_Information provided_:

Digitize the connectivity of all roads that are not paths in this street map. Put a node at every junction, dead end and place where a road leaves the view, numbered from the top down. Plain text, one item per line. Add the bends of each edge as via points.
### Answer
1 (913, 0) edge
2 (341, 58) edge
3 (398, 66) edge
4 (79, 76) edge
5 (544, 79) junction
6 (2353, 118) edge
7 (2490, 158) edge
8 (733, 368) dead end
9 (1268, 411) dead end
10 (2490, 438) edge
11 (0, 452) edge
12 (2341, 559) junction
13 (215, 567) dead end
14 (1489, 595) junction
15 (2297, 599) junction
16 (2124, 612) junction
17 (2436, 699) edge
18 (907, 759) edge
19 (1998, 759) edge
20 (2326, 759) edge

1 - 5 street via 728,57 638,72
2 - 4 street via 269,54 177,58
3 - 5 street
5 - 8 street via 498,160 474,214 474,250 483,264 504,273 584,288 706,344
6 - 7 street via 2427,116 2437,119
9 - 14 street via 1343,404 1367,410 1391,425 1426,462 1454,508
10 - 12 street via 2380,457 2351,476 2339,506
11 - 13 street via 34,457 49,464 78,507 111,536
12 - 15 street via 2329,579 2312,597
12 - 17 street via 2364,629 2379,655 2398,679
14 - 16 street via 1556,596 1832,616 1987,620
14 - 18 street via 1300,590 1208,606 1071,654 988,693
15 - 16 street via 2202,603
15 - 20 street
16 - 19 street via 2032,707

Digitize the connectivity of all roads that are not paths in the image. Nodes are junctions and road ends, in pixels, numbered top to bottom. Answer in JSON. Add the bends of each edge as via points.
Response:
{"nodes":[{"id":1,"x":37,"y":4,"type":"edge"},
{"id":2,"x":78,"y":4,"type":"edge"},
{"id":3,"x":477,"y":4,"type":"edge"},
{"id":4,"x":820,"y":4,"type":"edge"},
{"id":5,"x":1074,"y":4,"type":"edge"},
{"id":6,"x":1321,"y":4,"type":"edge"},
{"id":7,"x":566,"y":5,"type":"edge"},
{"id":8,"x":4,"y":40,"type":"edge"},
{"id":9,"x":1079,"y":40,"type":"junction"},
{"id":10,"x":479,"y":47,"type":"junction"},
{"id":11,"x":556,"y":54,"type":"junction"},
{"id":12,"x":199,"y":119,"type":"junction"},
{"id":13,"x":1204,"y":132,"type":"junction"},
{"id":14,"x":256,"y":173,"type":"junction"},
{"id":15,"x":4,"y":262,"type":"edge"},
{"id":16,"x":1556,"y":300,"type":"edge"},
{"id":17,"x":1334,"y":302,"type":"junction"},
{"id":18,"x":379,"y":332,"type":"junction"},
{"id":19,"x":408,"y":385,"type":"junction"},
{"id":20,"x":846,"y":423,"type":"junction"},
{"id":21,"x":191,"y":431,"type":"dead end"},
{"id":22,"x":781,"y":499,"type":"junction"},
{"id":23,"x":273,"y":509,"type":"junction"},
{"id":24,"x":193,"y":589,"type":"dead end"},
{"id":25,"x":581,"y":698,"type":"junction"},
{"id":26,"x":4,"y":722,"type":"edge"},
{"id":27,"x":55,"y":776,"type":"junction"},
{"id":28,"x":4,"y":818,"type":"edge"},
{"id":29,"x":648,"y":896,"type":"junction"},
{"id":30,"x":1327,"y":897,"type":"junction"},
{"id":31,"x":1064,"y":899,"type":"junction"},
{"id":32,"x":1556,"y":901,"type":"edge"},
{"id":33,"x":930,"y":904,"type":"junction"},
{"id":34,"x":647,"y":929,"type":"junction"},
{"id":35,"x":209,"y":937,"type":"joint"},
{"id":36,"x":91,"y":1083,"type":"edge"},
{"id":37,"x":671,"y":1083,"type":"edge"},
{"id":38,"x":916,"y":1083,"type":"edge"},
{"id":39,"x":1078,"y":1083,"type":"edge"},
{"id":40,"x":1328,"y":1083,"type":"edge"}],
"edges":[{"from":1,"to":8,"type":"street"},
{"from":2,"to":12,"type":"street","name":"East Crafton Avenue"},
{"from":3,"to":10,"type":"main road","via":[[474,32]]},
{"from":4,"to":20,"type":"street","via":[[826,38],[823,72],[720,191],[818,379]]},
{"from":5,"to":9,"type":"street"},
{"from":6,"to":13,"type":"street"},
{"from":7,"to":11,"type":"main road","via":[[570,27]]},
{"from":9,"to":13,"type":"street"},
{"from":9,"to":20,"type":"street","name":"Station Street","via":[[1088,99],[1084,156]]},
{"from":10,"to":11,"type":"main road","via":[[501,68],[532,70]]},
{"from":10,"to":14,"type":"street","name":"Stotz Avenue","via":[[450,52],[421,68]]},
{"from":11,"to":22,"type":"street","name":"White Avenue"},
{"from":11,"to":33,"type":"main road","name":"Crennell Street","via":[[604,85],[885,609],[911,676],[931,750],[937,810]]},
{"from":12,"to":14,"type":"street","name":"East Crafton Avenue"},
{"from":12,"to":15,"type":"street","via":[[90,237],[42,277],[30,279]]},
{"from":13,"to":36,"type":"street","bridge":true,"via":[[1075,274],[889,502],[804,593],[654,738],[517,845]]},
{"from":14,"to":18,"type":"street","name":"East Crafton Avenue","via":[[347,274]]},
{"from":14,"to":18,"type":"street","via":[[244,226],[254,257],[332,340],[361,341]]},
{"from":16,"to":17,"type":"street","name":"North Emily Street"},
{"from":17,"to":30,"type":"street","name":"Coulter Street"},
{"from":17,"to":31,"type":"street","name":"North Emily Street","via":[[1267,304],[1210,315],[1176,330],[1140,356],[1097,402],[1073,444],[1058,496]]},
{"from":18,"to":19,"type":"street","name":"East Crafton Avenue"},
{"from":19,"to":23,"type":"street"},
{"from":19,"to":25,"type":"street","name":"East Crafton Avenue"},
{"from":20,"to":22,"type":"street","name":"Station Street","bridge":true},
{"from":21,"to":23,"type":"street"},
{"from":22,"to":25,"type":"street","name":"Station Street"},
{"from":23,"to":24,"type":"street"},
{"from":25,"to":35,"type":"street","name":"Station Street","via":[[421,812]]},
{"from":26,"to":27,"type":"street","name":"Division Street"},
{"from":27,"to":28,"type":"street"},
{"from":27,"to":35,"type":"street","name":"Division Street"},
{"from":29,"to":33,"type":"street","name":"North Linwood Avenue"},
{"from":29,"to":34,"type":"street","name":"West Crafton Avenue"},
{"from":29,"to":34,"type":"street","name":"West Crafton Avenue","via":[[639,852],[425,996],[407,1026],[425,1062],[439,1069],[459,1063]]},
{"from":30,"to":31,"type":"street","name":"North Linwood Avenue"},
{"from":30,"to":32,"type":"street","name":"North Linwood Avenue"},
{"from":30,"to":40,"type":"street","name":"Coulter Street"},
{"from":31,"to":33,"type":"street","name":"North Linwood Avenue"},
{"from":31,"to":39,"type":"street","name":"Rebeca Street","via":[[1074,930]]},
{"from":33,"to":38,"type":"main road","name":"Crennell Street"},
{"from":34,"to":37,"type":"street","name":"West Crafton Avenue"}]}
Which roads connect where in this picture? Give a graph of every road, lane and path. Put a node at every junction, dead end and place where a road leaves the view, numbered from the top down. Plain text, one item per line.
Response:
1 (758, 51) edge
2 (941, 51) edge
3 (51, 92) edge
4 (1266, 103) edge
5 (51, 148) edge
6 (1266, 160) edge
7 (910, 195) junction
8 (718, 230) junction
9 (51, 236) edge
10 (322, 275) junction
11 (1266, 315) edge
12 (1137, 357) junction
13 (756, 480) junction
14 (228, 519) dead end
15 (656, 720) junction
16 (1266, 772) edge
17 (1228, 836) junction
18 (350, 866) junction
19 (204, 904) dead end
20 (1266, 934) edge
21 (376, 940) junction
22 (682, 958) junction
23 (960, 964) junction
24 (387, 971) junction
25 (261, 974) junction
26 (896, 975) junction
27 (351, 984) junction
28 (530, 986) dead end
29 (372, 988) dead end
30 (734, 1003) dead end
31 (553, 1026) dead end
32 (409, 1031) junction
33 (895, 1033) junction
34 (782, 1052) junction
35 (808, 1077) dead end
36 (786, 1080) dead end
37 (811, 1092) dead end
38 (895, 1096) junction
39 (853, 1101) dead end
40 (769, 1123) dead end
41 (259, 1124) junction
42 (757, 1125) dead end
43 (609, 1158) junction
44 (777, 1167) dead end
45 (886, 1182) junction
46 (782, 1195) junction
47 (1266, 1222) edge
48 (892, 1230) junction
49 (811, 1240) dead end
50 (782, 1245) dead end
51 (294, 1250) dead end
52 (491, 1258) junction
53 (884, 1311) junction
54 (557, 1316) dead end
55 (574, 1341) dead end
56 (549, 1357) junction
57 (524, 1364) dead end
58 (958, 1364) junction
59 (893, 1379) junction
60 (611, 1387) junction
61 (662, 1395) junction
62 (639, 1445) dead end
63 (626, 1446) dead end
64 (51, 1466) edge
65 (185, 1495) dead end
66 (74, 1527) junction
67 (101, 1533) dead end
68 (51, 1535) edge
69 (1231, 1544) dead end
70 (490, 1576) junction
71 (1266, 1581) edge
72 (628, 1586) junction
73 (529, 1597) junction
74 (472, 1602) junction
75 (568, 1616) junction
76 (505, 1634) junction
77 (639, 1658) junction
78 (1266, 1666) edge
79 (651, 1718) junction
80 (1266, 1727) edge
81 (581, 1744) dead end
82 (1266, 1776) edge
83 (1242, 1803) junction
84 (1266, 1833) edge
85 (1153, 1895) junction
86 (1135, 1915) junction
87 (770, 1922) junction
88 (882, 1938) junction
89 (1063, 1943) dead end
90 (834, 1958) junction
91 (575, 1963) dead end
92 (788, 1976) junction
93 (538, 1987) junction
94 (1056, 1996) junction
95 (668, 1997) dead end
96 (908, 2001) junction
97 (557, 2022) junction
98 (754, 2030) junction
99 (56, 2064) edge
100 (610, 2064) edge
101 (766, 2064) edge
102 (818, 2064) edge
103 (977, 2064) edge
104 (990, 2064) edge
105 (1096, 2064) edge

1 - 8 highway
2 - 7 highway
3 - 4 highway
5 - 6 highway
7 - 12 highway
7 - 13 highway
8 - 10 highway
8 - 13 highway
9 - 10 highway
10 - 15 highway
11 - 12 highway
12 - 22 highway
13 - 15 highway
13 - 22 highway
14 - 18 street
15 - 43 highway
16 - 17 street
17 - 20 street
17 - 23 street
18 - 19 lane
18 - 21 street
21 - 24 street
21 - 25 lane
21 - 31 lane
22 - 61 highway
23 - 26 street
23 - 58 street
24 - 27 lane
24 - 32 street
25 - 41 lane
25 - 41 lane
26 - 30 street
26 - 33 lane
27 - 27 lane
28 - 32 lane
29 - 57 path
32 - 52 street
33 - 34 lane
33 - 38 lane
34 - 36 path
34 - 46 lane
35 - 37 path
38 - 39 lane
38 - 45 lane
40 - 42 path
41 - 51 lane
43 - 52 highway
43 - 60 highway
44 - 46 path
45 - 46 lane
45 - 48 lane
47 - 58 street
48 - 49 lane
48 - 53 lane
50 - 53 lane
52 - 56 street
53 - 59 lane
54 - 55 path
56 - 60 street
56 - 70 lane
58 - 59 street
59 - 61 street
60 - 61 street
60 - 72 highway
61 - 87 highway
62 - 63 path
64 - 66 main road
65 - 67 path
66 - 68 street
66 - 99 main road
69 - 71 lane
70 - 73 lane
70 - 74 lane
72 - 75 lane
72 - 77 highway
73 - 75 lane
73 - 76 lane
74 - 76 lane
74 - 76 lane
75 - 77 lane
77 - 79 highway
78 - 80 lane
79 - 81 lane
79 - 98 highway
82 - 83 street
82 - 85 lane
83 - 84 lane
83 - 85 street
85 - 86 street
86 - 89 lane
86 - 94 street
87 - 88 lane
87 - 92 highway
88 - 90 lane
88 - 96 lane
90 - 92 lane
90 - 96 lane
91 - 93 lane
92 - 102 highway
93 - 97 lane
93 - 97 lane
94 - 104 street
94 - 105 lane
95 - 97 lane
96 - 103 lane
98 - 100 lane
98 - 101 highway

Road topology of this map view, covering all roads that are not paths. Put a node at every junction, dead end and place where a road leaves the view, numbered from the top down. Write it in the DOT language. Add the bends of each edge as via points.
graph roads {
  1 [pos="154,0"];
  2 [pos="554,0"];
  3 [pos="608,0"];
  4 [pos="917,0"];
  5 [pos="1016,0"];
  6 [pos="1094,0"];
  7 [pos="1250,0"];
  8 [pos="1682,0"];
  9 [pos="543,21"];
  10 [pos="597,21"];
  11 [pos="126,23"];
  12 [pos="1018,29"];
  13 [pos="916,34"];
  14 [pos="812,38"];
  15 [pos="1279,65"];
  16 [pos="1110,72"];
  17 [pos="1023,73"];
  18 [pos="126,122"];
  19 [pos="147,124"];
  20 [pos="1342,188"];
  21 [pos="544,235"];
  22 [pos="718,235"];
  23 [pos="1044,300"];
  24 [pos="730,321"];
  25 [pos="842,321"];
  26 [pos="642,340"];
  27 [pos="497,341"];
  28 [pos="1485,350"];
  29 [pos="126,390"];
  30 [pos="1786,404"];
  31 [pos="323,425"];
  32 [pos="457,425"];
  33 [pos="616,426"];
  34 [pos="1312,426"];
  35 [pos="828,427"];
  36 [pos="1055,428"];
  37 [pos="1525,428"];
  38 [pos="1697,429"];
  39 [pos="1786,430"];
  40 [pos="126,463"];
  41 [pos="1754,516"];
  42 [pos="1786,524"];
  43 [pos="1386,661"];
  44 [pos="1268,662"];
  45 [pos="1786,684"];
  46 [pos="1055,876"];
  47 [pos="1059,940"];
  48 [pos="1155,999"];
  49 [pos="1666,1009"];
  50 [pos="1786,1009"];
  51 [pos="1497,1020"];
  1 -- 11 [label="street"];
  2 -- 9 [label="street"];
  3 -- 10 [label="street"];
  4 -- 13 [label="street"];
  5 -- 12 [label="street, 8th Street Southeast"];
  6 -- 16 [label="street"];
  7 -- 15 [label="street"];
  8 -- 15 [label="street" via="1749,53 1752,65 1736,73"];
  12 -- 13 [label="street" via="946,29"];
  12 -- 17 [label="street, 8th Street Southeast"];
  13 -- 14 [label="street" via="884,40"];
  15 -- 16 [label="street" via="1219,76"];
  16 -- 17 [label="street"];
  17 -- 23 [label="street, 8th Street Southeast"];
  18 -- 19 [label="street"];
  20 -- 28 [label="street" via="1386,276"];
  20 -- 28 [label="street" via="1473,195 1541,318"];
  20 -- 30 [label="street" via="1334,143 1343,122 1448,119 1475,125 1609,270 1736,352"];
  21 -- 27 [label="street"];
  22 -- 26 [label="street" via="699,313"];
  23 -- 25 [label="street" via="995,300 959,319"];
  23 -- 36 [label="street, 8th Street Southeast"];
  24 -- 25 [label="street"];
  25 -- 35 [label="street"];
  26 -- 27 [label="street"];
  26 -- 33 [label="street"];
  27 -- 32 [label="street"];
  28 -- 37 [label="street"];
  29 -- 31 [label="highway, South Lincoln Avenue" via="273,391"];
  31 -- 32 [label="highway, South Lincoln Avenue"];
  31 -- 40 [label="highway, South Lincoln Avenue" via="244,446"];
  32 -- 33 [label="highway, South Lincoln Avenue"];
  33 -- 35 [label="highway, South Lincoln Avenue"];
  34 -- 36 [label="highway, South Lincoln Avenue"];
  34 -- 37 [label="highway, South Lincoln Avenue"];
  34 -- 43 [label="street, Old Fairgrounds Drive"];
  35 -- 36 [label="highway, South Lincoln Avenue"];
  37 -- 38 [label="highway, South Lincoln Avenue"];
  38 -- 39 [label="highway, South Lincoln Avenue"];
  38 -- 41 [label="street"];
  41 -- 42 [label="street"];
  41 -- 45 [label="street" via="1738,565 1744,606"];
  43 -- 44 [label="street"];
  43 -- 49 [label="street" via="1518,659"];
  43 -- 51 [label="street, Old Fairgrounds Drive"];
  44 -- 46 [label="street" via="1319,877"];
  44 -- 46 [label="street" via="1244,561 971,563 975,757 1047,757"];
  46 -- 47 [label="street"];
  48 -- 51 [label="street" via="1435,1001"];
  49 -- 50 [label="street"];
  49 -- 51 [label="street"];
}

_What you need to do_: Which lines of the data include "true"? Copy each of them.

_Output of the exercise_:
{"from":13,"to":36,"type":"street","bridge":true,"via":[[1075,274],[889,502],[804,593],[654,738],[517,845]]},
{"from":20,"to":22,"type":"street","name":"Station Street","bridge":true},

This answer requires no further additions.